Nevertheless, patients taking the three drugs would be susceptible to the side effects of each individual one, not to mention all the unknown ones of the interaction of all three.

In the case of metronidazole, according to the American Physician’s Desk Reference, these can include nausea and vomiting, drowsiness, headache and even gastrointestinal disturbances, candida overgrowth, changes in electrocardiographic tracings, dizziness, vertigo, irritability, depression, insomnia, confusion, hives, fever and cystitis. Long term usage can give rise to epileptic like seizures and neuromuscular disorders, and it should be given with caution to patients with impaired liver function. There have been some reports in the medical literature of breast and colon cancer in patients with Crohn’s disease given metronidazole. The PDR entry for Flagyl includes a warning that metroidazole has been shown to be carcinogenic in mice and rats. It is important that patients completely avoid alcohol while on the regime since the interaction with metronidazole can cause a number of side effects such as abdominal distress, nausea, vomiting, flushing or headache.

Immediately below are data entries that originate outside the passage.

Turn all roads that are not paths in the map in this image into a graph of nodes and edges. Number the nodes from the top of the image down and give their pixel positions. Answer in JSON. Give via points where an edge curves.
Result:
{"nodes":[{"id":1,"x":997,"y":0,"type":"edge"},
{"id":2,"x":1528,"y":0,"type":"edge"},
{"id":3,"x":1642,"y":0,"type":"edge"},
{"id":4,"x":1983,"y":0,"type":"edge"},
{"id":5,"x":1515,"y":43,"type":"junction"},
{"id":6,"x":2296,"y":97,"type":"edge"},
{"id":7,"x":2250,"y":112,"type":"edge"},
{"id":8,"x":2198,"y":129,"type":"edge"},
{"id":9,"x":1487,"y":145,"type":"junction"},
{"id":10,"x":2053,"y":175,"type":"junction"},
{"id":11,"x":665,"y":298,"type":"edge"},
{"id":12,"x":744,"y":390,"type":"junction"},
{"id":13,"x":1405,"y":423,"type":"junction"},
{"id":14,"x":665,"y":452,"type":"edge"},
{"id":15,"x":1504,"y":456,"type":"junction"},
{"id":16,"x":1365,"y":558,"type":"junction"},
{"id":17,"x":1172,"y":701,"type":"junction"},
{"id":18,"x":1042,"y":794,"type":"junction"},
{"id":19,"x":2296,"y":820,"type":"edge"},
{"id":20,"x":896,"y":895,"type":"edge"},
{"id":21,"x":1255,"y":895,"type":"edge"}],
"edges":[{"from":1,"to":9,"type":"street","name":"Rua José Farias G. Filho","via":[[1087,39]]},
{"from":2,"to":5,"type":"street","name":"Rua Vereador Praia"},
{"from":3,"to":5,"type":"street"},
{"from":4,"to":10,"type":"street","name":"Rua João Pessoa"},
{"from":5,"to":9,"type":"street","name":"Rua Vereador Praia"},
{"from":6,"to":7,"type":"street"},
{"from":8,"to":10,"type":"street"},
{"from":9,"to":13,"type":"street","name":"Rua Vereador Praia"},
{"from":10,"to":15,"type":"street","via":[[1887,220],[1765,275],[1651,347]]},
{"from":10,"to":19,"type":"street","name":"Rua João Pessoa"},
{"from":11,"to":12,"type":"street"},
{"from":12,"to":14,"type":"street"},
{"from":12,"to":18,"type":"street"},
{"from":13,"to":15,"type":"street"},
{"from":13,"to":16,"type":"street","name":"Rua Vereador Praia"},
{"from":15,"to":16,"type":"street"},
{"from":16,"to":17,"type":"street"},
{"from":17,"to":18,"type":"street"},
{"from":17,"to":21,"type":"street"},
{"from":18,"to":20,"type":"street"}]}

As for bismuth, the Datasheet Compendium reports that for Caved-S tablets, which are combination tablets for the treatment of peptic ulcer, the effects of acute bismuth intoxication, observed after intramuscular injection of bismuth salts, can include gastrointestinal disturbances, anorexia, headache and occasionally mild jaundice. “If albuminuria [excessive presence of protein in the urine, usually meaning kidney impairment] or stomatitis [inflammation of the mouth] occurs, therapy should be immediately withdrawn as serious ulceration, stomatitis or renal (kidney) failure may result.” Furthermore, “intestinal bacteria may reduce bismuth subnitrate to nitrite, causing nitrite poisoning with sufficiently large doses.”

Finally, amoxyicillin, a semisynthetic antibiotic and a cousin of ampicillin, is usually employed against H influenzae, E coli, gonorrhoea, streptococci, pneumonia and staphylocci bugs. It has broad spectrum activity, which means it blasts any bacteria in the body, good and bad. (Narrow spectrum antibiotics go after specific bugs.) The main side effects associated with penicillins include nausea, vomiting, diarrhea, hypersensitivity reactions, such as hives, anemia, reversible hyperactivity, anxiety, agitation, insomnia, thombocytopenia (lower than normal blood platelets, causing bleeding and easy bruising) and leukopenia (lowering of white blood cell count) all reversible on withdrawal of the drug. Furthermore, any antibiotic like amoxycillin can cause an imbalance in the protective bacterial flora in the bowel, paving the way for a systemic candida albicans infection. However the main problem with penicillins are the potential for serious and occasionally fatal hypersensitivity (anphylactic shock). This is more likely to occur in people with a history of multiple allergies. This life threatening situation requires immediate emergency treatment with epinephrine.

Nevertheless, if a person has an intractible duodenal ulcer, the risks associated with a three week course of drugs which are, as Dr El-Omar puts it, generally well tolerated, may be preferable to the risks of anti ulcer maintenance therapy for life (see vol 4 no 4).

If you are considering the triple drug approach to your ulcer, it’s vital that you get referred to a gastroenterologist highly experienced in this treatment and monitoring the progress of patients. Although the majority of gastroenterologists in Britain, increasingly in America, now believe in anti HP therapy as a first line attack for ulcers, less than 10 per cent of GPs in the UK are pursuing this approach, says Dr El-Omar.

Remember, too, however revolutionary this approach to ulcers, it’s new, untried and rather a scattergun approach, using three powerful weapons whose interaction isn’t fully understood. With your experienced consultant, insist on being given liver and kidney tests during your treatment and write down any side effects, keeping alert for any abnormal neuro muscular signs. Before embarking on treatment, make sure you are not one of those people highly allergic to penicillin. After the therapy is finished, it makes sense to get some complementary help from therapies with success in restoring bowel flora to normal, or you could trade one life long problem (ulcers) for another (candida).